=== The problem ===
Pick the lines holding the string "غرسة" out of the records and copy them.

=== Data ===
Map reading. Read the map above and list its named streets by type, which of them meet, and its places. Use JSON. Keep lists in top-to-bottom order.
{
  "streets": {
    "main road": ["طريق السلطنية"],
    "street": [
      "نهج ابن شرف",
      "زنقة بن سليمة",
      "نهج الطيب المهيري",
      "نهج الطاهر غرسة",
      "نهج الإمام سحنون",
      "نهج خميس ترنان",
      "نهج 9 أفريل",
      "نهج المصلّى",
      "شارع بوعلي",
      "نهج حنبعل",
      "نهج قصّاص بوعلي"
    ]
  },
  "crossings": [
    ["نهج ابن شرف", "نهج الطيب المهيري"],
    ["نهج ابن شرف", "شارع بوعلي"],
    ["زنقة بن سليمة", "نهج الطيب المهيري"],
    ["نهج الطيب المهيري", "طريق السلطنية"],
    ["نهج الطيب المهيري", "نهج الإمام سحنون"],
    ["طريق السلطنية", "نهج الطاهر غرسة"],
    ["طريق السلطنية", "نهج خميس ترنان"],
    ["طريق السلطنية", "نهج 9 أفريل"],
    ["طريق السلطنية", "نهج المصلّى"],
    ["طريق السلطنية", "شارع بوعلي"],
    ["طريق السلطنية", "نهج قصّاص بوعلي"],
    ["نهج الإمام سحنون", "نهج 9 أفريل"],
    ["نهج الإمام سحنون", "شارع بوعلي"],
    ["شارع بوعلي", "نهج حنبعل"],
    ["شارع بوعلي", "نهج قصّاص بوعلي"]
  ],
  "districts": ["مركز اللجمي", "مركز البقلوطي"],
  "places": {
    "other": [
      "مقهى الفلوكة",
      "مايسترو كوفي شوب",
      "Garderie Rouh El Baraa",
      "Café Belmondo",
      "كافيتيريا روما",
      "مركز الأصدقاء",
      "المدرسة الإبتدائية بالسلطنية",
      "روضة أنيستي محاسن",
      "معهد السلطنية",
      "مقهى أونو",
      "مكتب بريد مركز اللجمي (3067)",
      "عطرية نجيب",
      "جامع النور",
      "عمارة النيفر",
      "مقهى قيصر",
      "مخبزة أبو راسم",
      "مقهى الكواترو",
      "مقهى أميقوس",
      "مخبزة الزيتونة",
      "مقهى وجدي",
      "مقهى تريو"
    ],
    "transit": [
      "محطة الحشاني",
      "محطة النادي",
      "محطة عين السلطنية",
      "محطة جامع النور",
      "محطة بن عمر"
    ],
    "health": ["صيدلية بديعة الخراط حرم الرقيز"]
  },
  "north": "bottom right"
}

=== Written answer ===
      "نهج الطاهر غرسة",
    ["طريق السلطنية", "نهج الطاهر غرسة"],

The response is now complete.